Effect of phase, chemical bond and vibration characteristics on the microwave dielectric properties of temperature-stable Zn1−x(Li0.5Bi0.5)xMoxW1−xO4 ceramics

Abstract

Zn1−x(Li0.5Bi0.5)xMoxW1−xO4 (x = 0–0.25) ceramics were prepared using the solid-state reaction process. The results show that the existence of the (Li0.5Bi0.5)MoO4 secondary phase significantly increases the τf value and improves the sintering behavior. When sintered at 755 °C, the sample with x = 0.05 exhibits the highest Q×f value (37,551 GHz), while the ceramics with x = 0.15 and 0.20 display excellent τf values, − 6.569 and − 3.097 ppm/°C, respectively.
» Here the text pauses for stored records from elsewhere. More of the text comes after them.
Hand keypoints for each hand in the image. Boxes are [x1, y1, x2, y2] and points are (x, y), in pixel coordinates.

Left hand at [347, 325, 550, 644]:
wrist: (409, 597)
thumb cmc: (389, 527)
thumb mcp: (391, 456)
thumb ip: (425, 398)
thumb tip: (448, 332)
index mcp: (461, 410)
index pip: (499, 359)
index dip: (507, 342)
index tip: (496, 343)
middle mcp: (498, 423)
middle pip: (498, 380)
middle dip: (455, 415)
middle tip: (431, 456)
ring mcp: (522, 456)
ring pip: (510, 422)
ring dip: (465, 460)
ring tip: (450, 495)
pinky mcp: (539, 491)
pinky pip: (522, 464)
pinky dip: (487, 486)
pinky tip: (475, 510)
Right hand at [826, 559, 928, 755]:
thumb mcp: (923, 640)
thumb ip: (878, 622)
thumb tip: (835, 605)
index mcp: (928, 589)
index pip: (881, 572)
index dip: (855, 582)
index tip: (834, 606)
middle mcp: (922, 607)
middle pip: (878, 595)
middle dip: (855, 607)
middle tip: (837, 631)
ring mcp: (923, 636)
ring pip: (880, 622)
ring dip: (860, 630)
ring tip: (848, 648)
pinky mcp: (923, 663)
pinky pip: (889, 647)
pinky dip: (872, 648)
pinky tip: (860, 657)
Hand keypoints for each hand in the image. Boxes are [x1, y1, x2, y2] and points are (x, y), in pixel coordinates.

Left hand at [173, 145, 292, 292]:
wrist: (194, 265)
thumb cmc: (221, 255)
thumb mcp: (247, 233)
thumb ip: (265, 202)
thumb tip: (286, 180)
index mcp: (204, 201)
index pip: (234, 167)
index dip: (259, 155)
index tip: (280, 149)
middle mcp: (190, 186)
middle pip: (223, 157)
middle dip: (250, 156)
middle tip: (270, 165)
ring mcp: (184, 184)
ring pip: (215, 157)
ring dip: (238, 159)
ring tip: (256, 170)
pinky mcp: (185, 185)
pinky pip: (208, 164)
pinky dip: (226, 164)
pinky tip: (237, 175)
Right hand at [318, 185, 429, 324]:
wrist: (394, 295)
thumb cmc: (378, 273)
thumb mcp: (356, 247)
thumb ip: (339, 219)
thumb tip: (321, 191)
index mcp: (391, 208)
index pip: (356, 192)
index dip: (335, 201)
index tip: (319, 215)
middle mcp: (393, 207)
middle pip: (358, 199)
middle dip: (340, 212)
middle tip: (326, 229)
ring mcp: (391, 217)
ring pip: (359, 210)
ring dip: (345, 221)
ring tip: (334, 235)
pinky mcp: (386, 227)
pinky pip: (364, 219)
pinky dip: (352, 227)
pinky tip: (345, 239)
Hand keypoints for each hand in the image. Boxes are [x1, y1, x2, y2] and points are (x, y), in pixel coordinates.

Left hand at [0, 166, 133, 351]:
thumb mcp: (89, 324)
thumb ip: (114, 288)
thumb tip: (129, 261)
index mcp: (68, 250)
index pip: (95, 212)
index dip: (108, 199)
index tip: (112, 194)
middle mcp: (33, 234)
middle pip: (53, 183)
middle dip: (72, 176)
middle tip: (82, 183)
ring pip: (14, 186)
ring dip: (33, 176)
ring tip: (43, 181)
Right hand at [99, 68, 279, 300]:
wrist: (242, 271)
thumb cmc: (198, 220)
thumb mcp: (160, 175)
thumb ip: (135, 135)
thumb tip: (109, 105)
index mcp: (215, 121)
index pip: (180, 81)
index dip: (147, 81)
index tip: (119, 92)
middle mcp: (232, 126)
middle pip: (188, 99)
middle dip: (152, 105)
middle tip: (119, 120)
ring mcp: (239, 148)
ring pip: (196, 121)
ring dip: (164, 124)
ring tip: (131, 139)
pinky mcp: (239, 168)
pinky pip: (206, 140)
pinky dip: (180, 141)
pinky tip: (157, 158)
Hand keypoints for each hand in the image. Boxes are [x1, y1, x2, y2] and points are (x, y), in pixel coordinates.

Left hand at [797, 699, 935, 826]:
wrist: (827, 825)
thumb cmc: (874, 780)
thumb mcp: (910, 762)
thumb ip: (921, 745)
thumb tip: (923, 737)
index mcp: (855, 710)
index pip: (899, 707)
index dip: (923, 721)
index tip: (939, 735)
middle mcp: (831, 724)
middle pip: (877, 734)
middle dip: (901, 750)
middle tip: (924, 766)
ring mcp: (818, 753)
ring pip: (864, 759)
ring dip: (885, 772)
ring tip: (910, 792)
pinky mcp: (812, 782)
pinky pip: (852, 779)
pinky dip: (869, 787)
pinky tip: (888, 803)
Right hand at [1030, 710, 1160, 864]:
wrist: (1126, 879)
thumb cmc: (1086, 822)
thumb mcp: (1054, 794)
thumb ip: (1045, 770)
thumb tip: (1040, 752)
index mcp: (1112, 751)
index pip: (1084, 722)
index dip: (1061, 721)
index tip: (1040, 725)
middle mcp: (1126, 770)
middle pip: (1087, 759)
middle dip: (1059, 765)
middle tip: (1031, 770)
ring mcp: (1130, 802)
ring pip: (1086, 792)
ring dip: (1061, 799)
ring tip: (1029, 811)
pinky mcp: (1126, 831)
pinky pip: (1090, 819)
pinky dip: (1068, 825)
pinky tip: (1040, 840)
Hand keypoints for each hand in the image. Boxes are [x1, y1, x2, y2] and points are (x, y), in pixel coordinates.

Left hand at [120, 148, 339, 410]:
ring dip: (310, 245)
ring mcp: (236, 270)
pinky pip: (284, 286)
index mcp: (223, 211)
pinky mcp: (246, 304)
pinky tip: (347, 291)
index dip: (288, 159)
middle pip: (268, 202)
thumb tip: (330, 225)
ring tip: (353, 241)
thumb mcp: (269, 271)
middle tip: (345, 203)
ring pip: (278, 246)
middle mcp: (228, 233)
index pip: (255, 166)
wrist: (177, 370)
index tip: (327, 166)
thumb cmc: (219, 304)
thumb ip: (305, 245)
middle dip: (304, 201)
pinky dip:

Additionally, X-ray diffraction refinement, Raman and infrared spectroscopy, and the complex bond valence theory were used to investigate the relationship between the phase, structure, and vibration characteristics and the microwave dielectric properties. Good microwave dielectric properties were obtained for the Zn0.85(Li0.5Bi0.5)0.15Mo0.15W0.85O4 ceramic sintered at 755 °C: εr = 18.937, Q×f = 20,022 GHz, and τf = −6.569 ppm/°C, which provides a promising candidate for low temperature co-fired ceramic technology.